- [What the exercise asks]
Output every entry below exactly, without its pictures.

- [Information supplied]
################

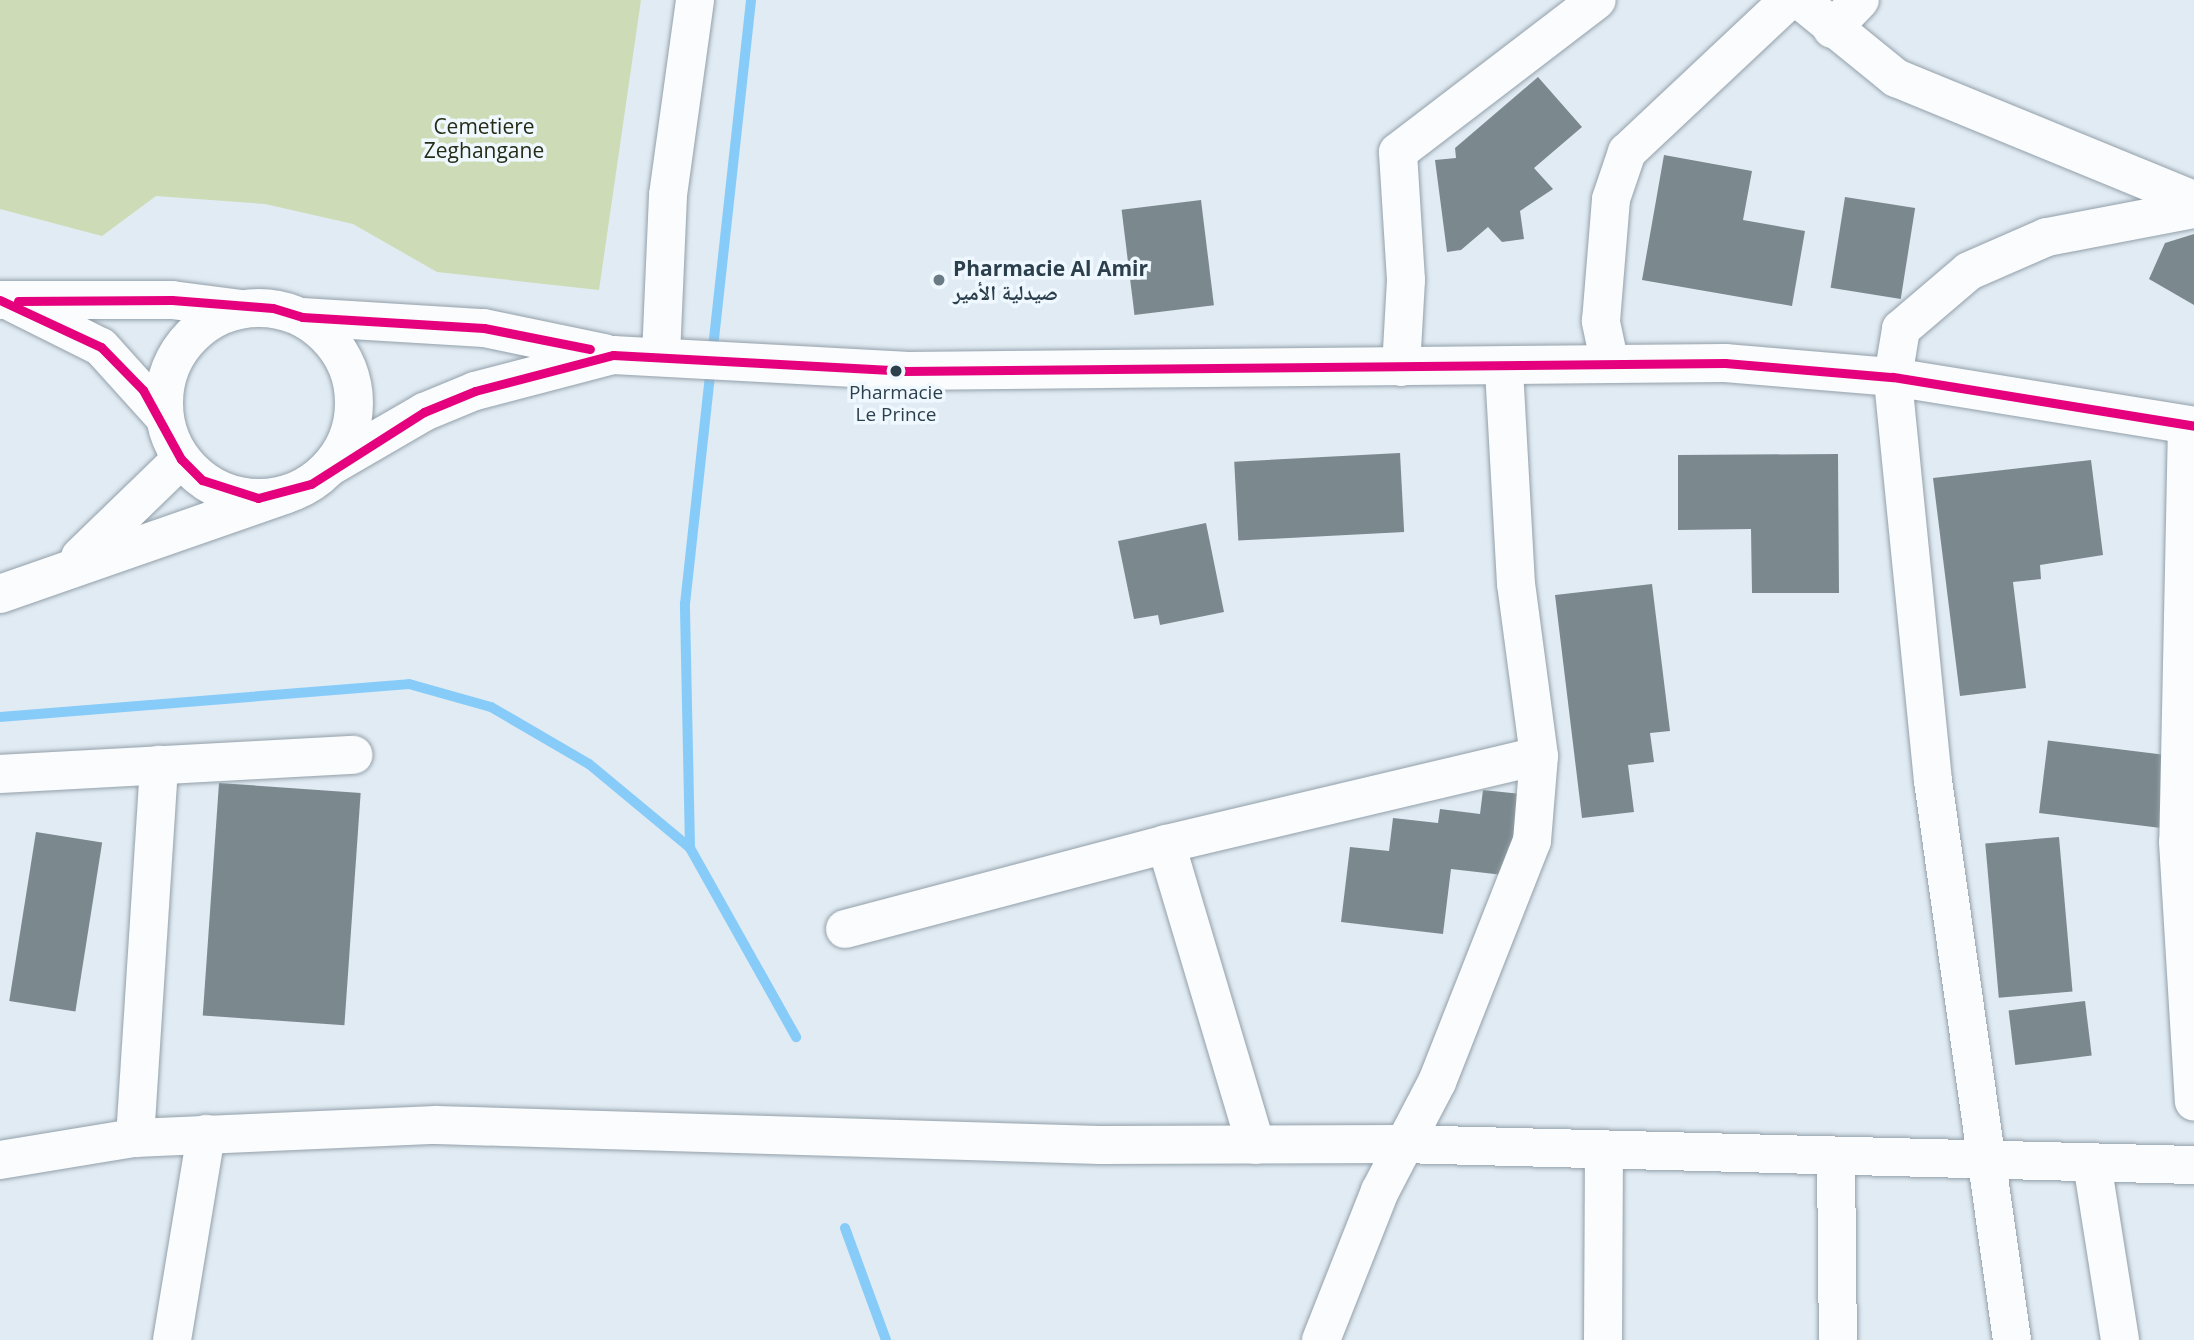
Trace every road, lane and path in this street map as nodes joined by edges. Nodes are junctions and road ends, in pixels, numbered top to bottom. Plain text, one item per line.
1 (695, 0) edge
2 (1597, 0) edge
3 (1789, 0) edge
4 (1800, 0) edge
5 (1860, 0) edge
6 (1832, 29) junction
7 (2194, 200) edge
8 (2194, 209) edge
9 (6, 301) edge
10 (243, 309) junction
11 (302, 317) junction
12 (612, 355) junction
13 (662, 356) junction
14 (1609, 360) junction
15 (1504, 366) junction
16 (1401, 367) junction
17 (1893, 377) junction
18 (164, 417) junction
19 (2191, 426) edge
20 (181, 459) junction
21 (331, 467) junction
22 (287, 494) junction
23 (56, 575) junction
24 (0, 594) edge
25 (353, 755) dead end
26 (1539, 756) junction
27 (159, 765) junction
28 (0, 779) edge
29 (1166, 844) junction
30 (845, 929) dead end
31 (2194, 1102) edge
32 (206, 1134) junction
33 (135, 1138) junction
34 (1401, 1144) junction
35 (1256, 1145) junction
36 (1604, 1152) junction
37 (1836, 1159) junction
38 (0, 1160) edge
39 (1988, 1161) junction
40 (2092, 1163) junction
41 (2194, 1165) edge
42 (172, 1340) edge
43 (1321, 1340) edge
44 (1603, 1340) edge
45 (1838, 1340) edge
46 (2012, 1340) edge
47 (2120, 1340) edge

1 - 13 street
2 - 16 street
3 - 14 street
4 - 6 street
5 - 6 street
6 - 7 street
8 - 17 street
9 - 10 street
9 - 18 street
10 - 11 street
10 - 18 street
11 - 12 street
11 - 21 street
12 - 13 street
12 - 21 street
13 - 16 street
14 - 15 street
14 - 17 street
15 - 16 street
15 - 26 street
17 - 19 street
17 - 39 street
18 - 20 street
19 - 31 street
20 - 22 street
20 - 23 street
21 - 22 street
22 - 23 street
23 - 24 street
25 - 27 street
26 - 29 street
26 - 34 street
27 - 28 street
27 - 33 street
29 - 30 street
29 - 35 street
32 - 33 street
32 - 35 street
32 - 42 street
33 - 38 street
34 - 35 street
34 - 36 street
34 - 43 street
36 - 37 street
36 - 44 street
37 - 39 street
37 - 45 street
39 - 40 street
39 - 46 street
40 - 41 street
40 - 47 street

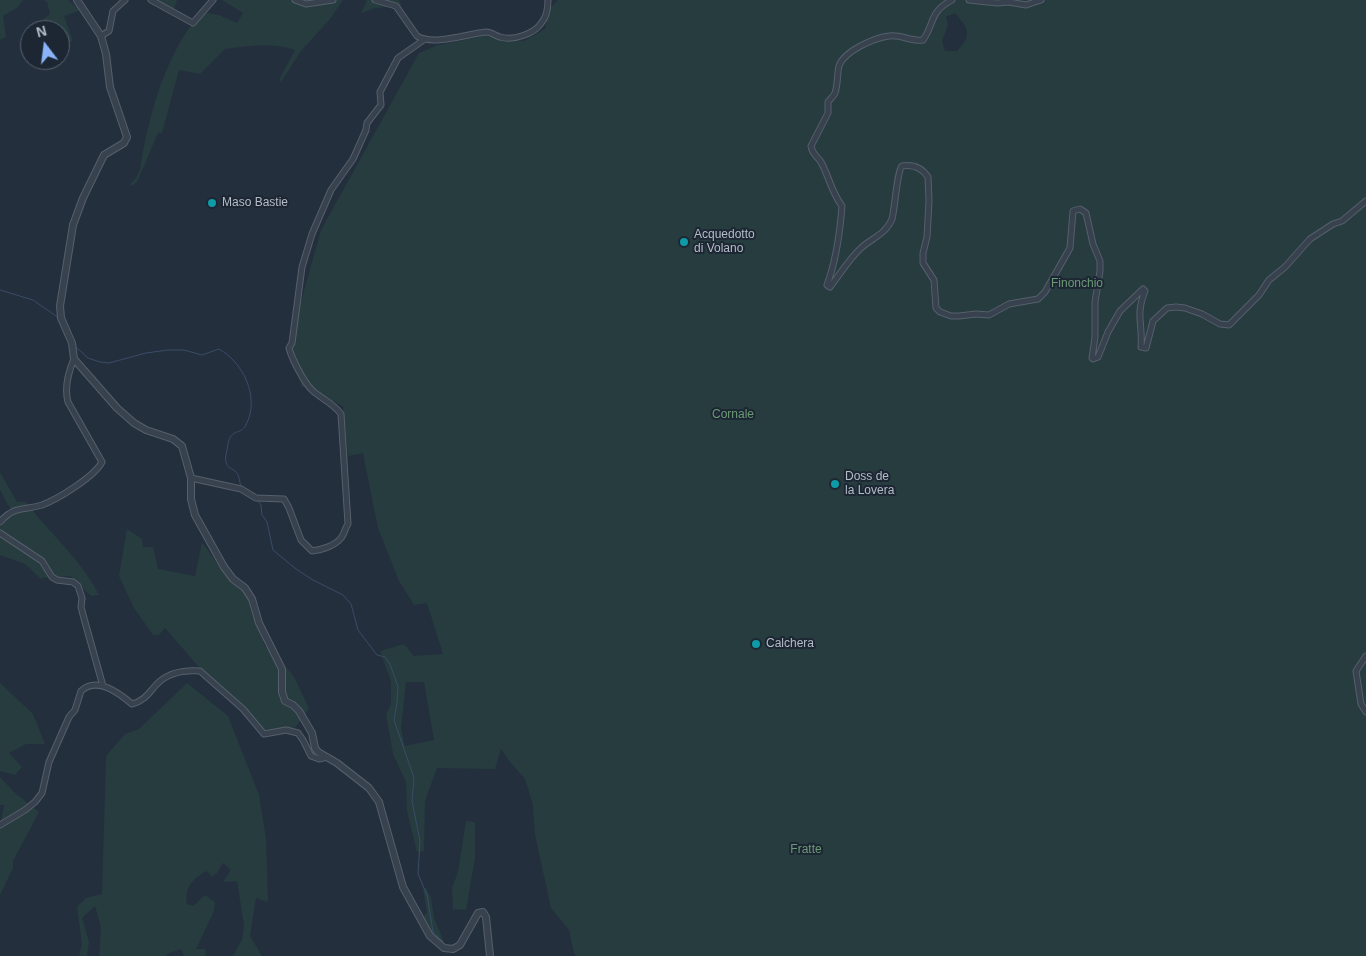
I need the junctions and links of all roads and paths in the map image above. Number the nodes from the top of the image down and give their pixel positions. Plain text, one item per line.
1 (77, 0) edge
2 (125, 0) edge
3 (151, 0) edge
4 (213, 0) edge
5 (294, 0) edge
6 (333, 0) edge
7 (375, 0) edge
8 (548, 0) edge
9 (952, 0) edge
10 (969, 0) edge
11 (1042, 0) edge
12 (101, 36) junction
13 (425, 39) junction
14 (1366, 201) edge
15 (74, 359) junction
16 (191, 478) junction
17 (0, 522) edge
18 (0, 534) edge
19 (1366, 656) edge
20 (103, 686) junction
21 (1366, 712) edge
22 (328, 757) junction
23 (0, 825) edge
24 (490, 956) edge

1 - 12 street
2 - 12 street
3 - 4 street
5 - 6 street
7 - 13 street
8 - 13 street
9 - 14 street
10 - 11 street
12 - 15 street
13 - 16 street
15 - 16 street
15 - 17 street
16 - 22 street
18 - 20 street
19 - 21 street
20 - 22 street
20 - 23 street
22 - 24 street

################

- [Task output]
Trace every road, lane and path in this street map as nodes joined by edges. Nodes are junctions and road ends, in pixels, numbered top to bottom. Plain text, one item per line.
1 (695, 0) edge
2 (1597, 0) edge
3 (1789, 0) edge
4 (1800, 0) edge
5 (1860, 0) edge
6 (1832, 29) junction
7 (2194, 200) edge
8 (2194, 209) edge
9 (6, 301) edge
10 (243, 309) junction
11 (302, 317) junction
12 (612, 355) junction
13 (662, 356) junction
14 (1609, 360) junction
15 (1504, 366) junction
16 (1401, 367) junction
17 (1893, 377) junction
18 (164, 417) junction
19 (2191, 426) edge
20 (181, 459) junction
21 (331, 467) junction
22 (287, 494) junction
23 (56, 575) junction
24 (0, 594) edge
25 (353, 755) dead end
26 (1539, 756) junction
27 (159, 765) junction
28 (0, 779) edge
29 (1166, 844) junction
30 (845, 929) dead end
31 (2194, 1102) edge
32 (206, 1134) junction
33 (135, 1138) junction
34 (1401, 1144) junction
35 (1256, 1145) junction
36 (1604, 1152) junction
37 (1836, 1159) junction
38 (0, 1160) edge
39 (1988, 1161) junction
40 (2092, 1163) junction
41 (2194, 1165) edge
42 (172, 1340) edge
43 (1321, 1340) edge
44 (1603, 1340) edge
45 (1838, 1340) edge
46 (2012, 1340) edge
47 (2120, 1340) edge

1 - 13 street
2 - 16 street
3 - 14 street
4 - 6 street
5 - 6 street
6 - 7 street
8 - 17 street
9 - 10 street
9 - 18 street
10 - 11 street
10 - 18 street
11 - 12 street
11 - 21 street
12 - 13 street
12 - 21 street
13 - 16 street
14 - 15 street
14 - 17 street
15 - 16 street
15 - 26 street
17 - 19 street
17 - 39 street
18 - 20 street
19 - 31 street
20 - 22 street
20 - 23 street
21 - 22 street
22 - 23 street
23 - 24 street
25 - 27 street
26 - 29 street
26 - 34 street
27 - 28 street
27 - 33 street
29 - 30 street
29 - 35 street
32 - 33 street
32 - 35 street
32 - 42 street
33 - 38 street
34 - 35 street
34 - 36 street
34 - 43 street
36 - 37 street
36 - 44 street
37 - 39 street
37 - 45 street
39 - 40 street
39 - 46 street
40 - 41 street
40 - 47 street

I need the junctions and links of all roads and paths in the map image above. Number the nodes from the top of the image down and give their pixel positions. Plain text, one item per line.
1 (77, 0) edge
2 (125, 0) edge
3 (151, 0) edge
4 (213, 0) edge
5 (294, 0) edge
6 (333, 0) edge
7 (375, 0) edge
8 (548, 0) edge
9 (952, 0) edge
10 (969, 0) edge
11 (1042, 0) edge
12 (101, 36) junction
13 (425, 39) junction
14 (1366, 201) edge
15 (74, 359) junction
16 (191, 478) junction
17 (0, 522) edge
18 (0, 534) edge
19 (1366, 656) edge
20 (103, 686) junction
21 (1366, 712) edge
22 (328, 757) junction
23 (0, 825) edge
24 (490, 956) edge

1 - 12 street
2 - 12 street
3 - 4 street
5 - 6 street
7 - 13 street
8 - 13 street
9 - 14 street
10 - 11 street
12 - 15 street
13 - 16 street
15 - 16 street
15 - 17 street
16 - 22 street
18 - 20 street
19 - 21 street
20 - 22 street
20 - 23 street
22 - 24 street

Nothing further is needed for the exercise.